How to Crate Train Your Puppy

It isn’t punishment to put your puppy in a crate. In fact, dogs often prefer to sleep in small, enclosed places. Here’s how to get them accustomed to their own private room...


Why Crate Training?

If trained right, he’ll spend time in the crate when you’re out of the house, which will set some boundaries as well as keep him from going potty on the carpet: dogs don’t usually like to go in the same place they sleep. (Click here to learn how to deal with puppy separation anxiety.)


Choosing a Crate

This is easy. You want it to be small, but not small enough to force him into one position.

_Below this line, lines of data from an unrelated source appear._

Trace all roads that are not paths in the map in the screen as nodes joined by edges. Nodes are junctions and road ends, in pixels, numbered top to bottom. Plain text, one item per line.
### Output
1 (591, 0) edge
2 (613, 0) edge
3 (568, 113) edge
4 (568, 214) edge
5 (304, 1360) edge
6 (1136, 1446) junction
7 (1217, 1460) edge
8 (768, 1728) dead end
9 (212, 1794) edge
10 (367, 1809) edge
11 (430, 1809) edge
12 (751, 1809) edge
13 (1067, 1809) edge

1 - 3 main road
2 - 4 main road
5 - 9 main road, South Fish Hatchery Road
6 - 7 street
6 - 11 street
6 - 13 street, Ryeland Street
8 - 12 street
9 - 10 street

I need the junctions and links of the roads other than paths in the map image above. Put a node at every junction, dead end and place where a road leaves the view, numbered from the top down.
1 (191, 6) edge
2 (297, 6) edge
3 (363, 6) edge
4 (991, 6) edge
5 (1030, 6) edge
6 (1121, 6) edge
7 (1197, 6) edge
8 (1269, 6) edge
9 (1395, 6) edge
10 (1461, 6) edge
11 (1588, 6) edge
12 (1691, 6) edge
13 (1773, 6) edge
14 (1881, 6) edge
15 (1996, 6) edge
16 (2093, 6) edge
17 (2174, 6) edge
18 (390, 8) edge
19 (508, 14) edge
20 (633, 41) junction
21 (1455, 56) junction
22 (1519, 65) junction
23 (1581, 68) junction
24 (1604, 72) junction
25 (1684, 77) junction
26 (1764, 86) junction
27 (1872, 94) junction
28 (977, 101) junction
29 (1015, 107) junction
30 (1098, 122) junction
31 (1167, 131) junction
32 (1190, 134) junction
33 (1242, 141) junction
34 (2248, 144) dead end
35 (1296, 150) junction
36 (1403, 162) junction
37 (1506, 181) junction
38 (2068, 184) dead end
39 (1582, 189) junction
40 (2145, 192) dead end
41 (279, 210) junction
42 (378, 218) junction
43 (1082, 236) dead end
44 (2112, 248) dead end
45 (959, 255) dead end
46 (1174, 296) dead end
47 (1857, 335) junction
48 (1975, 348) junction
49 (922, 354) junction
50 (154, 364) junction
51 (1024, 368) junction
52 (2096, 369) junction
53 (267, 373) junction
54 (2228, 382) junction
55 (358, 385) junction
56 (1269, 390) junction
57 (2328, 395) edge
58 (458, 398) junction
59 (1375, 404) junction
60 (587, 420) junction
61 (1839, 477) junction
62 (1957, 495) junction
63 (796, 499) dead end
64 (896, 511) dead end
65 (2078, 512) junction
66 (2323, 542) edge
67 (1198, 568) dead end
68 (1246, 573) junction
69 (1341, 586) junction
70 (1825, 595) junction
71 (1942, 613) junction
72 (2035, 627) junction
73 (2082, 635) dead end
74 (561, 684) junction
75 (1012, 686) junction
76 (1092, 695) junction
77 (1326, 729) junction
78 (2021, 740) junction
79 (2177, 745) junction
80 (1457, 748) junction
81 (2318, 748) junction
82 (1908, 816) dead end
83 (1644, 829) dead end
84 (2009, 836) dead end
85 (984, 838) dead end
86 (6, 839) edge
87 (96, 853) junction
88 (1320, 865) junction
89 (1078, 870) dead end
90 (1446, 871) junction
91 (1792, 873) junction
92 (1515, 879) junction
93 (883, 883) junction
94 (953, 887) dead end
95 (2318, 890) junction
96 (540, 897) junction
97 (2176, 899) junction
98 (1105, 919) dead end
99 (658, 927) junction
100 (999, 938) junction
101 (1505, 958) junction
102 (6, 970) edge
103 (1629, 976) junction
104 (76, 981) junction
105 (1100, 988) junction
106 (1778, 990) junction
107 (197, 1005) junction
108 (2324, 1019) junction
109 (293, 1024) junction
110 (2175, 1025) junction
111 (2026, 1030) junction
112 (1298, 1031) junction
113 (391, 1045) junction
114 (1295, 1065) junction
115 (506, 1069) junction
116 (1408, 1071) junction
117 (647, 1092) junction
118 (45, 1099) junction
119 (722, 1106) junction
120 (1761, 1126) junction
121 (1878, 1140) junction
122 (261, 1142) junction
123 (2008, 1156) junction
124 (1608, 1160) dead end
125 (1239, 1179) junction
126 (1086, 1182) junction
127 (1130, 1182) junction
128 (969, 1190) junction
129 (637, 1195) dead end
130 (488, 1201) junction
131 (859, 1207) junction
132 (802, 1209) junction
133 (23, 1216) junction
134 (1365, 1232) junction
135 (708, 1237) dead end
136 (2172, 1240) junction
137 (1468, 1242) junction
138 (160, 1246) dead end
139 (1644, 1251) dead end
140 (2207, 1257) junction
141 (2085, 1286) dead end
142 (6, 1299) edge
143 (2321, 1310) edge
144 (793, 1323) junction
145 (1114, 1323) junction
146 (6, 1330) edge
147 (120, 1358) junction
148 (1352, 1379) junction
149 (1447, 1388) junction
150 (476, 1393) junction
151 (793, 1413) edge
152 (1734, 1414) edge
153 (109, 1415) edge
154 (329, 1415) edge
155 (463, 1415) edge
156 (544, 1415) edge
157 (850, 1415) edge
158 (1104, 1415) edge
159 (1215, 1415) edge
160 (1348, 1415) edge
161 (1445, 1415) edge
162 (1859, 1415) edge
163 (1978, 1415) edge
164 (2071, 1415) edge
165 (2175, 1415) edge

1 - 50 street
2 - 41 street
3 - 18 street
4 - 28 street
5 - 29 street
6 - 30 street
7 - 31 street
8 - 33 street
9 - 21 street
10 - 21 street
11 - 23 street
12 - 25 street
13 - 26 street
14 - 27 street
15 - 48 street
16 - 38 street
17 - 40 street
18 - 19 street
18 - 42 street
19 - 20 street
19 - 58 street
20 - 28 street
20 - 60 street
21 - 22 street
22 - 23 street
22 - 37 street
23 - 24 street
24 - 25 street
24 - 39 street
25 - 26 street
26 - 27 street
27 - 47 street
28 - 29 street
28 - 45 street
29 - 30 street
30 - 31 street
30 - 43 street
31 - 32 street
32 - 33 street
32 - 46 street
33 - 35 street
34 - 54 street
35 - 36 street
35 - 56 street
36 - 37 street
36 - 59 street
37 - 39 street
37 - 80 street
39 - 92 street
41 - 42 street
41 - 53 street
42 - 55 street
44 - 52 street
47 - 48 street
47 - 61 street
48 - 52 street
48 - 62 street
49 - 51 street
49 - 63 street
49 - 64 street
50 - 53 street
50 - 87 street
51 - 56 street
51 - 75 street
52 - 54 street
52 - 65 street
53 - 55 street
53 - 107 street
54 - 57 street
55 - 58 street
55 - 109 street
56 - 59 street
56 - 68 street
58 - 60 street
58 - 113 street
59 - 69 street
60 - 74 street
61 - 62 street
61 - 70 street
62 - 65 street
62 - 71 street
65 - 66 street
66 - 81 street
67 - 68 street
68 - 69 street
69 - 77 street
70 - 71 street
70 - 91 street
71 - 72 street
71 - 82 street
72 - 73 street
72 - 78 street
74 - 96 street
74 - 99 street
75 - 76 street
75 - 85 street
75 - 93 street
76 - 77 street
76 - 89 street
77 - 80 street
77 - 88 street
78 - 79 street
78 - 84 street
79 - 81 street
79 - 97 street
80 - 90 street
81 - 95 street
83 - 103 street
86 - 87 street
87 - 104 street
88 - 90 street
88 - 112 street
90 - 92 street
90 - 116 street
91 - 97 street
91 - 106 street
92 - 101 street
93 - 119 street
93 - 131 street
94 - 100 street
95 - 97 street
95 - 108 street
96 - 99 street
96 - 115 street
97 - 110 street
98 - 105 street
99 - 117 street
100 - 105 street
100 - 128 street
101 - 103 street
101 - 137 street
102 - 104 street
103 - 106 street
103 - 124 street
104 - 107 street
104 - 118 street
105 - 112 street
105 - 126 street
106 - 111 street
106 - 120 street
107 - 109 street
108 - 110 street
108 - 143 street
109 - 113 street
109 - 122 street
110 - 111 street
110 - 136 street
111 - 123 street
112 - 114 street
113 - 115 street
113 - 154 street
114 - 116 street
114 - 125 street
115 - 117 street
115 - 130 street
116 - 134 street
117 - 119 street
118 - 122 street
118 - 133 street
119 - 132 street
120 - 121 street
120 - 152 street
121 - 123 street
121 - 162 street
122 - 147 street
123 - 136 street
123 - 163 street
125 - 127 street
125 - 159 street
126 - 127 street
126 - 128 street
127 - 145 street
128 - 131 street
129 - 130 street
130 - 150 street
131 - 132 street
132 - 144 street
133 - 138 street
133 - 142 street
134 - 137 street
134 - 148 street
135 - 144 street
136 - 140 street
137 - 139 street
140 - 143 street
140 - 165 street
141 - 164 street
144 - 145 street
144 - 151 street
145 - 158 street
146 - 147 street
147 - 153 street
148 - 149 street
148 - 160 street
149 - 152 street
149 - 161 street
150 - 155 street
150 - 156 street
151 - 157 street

He should have enough room to stand up and turn around. Any bigger and he might use one end to relieve himself and the other end to sleep. Make sure to use a pad or blanket to make the crate comfortable.


Practicing Training

  • Introduce your pup to the crate in a low-pressure situation, not when you’re about to leave. Toss in a treat or kibble and praise the puppy when he enters the crate. Keep the door open so he can move around and explore.
  • Remove his collar before you put him in the crate. You don’t want him getting stuck on anything, especially if you have a metal crate.
  • Put a treat in the crate and use a simple word like “kennel” to get him used to the command.
  • For some positive association, try feeding your puppy in the crate.
  • Slowly increase the time your puppy spends in the crate with the door closed. Start by closing it for only a few moments and then work your way up. Make sure to praise him while the door is closed.
  • Don’t open the door if he starts to whine. That will only teach him that when he whines he gets out of the crate.
  • The rule of thumb for determining the length of time your puppy can stay in the crate is one hour per month of age, plus one hour. So, if your puppy is 5 months old, he can stay in for 6 hours.
  • IMPORTANT NOTE: No matter his age, do NOT leave him in his crate for more than 8 hours. It’s unfair to leave him in for that long without letting him exercise or relieve himself.
  • BE CONSIDERATE, BE KIND: Remember, the longer he is confined the more exercise he’ll need. So never use it as a way to avoid spending time with your puppy.